EXTRACTED DATA
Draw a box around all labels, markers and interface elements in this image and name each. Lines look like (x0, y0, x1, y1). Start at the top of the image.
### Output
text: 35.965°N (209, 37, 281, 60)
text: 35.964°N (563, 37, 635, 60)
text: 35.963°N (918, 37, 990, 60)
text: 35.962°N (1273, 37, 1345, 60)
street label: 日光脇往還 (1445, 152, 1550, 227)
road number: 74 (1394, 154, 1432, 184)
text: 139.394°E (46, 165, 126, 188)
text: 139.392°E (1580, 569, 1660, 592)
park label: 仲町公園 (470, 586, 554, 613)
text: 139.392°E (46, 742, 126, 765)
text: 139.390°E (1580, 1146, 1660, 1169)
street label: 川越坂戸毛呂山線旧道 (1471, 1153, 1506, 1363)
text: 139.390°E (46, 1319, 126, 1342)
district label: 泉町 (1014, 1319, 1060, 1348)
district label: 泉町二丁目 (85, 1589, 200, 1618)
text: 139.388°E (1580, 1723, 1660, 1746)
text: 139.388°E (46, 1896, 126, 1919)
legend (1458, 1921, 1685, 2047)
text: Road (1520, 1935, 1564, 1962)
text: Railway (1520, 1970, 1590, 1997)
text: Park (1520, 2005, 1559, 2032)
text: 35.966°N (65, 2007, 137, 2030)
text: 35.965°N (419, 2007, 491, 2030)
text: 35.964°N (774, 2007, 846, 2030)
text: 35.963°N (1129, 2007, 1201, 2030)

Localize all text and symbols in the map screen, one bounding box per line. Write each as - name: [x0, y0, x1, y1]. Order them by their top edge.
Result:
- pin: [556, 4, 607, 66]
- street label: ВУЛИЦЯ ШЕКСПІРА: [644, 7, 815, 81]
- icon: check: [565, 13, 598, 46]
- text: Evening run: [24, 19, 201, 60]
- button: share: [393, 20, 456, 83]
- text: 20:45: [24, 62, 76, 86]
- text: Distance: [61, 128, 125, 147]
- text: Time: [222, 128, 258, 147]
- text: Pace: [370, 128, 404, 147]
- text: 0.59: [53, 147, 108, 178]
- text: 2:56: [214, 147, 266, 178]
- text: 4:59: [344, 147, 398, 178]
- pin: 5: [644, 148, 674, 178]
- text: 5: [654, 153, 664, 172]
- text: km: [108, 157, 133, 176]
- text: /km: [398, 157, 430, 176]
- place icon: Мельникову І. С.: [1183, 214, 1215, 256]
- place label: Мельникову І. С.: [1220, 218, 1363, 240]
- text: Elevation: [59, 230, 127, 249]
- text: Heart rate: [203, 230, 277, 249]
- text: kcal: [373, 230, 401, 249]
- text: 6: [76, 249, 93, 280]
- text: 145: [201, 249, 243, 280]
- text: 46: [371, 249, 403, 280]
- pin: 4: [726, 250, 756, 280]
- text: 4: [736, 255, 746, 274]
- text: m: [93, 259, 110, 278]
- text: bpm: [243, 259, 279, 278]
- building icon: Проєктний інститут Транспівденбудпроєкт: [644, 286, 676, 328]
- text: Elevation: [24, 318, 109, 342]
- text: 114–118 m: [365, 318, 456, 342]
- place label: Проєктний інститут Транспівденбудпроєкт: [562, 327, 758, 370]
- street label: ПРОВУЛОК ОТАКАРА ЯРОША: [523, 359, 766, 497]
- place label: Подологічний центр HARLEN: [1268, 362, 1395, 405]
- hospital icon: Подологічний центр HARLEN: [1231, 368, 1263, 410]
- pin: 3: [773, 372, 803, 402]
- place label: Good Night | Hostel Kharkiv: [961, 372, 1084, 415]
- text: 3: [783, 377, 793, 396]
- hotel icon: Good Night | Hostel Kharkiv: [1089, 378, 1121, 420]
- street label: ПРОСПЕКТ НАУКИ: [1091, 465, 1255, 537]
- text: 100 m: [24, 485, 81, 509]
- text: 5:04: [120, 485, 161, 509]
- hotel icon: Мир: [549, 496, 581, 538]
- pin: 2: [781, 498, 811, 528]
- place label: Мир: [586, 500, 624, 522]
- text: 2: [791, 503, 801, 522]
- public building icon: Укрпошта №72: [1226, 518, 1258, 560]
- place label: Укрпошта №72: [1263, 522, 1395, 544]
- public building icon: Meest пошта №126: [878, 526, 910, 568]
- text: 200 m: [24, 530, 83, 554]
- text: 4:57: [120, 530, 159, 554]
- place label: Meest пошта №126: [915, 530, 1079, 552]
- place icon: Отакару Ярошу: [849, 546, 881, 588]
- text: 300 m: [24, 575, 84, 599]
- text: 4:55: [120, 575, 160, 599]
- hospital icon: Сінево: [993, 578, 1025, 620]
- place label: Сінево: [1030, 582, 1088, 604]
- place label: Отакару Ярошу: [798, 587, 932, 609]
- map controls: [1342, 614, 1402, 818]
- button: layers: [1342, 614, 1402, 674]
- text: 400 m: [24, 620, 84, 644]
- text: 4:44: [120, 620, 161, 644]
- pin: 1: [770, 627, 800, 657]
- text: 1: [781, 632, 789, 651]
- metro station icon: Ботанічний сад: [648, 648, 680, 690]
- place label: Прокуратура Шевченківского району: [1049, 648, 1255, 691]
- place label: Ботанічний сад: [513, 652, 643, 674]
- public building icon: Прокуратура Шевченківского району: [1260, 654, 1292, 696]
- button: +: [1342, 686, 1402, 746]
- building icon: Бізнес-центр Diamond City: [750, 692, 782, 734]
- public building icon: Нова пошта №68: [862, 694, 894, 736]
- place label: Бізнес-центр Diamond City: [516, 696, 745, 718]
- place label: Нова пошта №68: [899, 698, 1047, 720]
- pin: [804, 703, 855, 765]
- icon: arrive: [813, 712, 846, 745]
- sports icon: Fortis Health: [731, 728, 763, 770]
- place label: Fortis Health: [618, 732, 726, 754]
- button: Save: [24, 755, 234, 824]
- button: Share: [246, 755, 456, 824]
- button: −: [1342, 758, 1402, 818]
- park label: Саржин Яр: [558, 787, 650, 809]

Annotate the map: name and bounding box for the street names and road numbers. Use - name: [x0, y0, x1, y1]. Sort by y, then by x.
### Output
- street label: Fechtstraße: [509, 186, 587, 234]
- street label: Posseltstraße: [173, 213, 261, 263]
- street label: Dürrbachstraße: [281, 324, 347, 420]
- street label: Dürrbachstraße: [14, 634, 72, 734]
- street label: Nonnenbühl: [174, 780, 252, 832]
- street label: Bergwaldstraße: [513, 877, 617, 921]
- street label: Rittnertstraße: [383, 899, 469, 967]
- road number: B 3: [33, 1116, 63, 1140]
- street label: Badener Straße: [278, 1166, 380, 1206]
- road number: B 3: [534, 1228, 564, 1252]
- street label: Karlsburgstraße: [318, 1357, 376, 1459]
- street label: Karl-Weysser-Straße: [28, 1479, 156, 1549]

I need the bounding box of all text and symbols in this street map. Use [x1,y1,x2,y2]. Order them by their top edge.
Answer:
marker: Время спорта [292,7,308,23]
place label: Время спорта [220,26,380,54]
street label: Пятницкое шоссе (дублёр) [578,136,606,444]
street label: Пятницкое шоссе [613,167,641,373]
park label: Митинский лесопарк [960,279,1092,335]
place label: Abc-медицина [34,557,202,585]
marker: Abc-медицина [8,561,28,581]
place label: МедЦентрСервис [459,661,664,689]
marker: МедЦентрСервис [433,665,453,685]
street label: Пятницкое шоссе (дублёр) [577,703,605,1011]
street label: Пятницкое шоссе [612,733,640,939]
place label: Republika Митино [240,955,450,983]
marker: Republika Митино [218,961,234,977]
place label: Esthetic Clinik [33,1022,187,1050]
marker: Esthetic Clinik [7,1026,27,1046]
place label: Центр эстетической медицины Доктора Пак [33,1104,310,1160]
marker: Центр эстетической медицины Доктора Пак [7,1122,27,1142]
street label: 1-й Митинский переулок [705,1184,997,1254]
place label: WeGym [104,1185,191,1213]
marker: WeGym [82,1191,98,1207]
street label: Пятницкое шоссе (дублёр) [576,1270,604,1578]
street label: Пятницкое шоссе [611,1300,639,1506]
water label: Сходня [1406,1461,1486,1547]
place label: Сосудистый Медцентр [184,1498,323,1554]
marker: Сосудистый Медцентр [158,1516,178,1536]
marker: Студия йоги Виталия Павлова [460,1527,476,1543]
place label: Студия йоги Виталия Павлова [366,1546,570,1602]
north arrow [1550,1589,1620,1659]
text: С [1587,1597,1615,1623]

EXERCISE
Find the number of lines in the records that contain "Meest", and write that number only.

WRITTEN REPLY
2